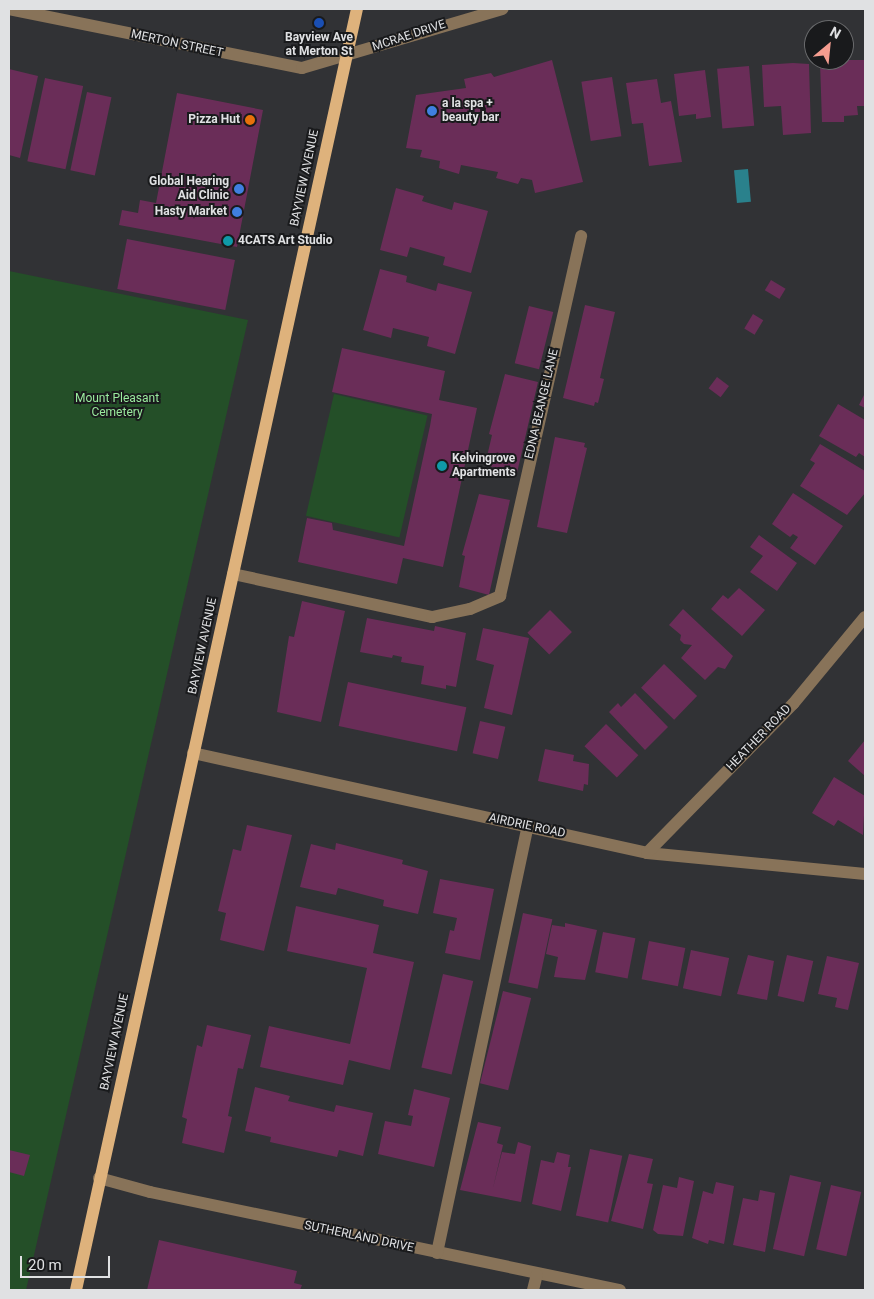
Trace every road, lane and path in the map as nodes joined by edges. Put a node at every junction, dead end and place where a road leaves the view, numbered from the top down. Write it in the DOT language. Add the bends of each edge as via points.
graph roads {
  1 [pos="357,9"];
  2 [pos="502,9"];
  3 [pos="9,10"];
  4 [pos="346,57"];
  5 [pos="580,236"];
  6 [pos="233,574"];
  7 [pos="865,617"];
  8 [pos="193,753"];
  9 [pos="528,825"];
  10 [pos="647,853"];
  11 [pos="865,874"];
  12 [pos="99,1178"];
  13 [pos="437,1253"];
  14 [pos="537,1274"];
  15 [pos="76,1290"];
  16 [pos="533,1290"];
  17 [pos="620,1290"];
  1 -- 4 [label="main road, BAYVIEW AVENUE"];
  2 -- 4 [label="street, MCRAE DRIVE" via="422,30"];
  3 -- 4 [label="street, MERTON STREET" via="292,68"];
  4 -- 6 [label="main road, BAYVIEW AVENUE"];
  5 -- 6 [label="street, EDNA BEANGE LANE" via="500,596 470,609 432,617"];
  6 -- 8 [label="main road, BAYVIEW AVENUE"];
  7 -- 10 [label="street, HEATHER ROAD" via="793,704"];
  8 -- 9 [label="street, AIRDRIE ROAD"];
  8 -- 12 [label="main road, BAYVIEW AVENUE"];
  9 -- 10 [label="street, AIRDRIE ROAD"];
  9 -- 13 [label="street"];
  10 -- 11 [label="street, AIRDRIE ROAD"];
  12 -- 13 [label="street, SUTHERLAND DRIVE" via="150,1192"];
  12 -- 15 [label="main road, BAYVIEW AVENUE"];
  13 -- 14 [label="street, SUTHERLAND DRIVE"];
  14 -- 16 [label="street"];
  14 -- 17 [label="street, SUTHERLAND DRIVE"];
}
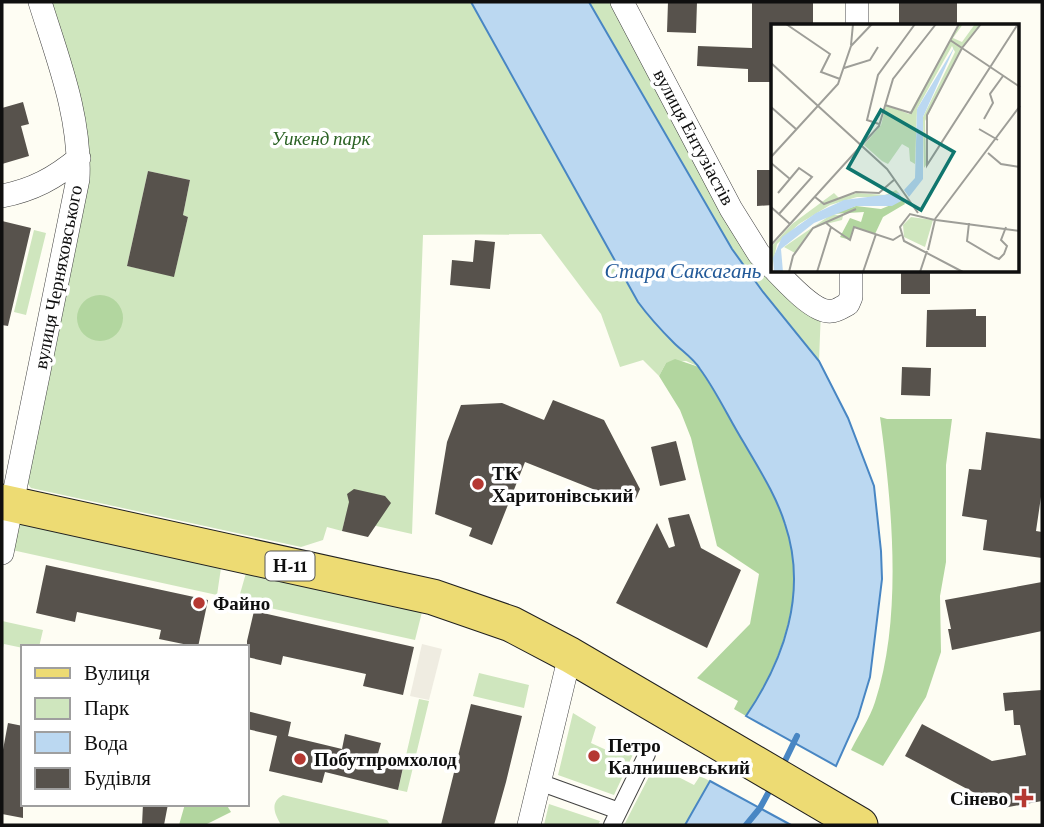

## WORK REQUEST:
The lines above that hold the word "AVENUE" are the ones to copy.

## ANSWER BOX:
  1 -- 4 [label="main road, BAYVIEW AVENUE"];
  4 -- 6 [label="main road, BAYVIEW AVENUE"];
  6 -- 8 [label="main road, BAYVIEW AVENUE"];
  8 -- 12 [label="main road, BAYVIEW AVENUE"];
  12 -- 15 [label="main road, BAYVIEW AVENUE"];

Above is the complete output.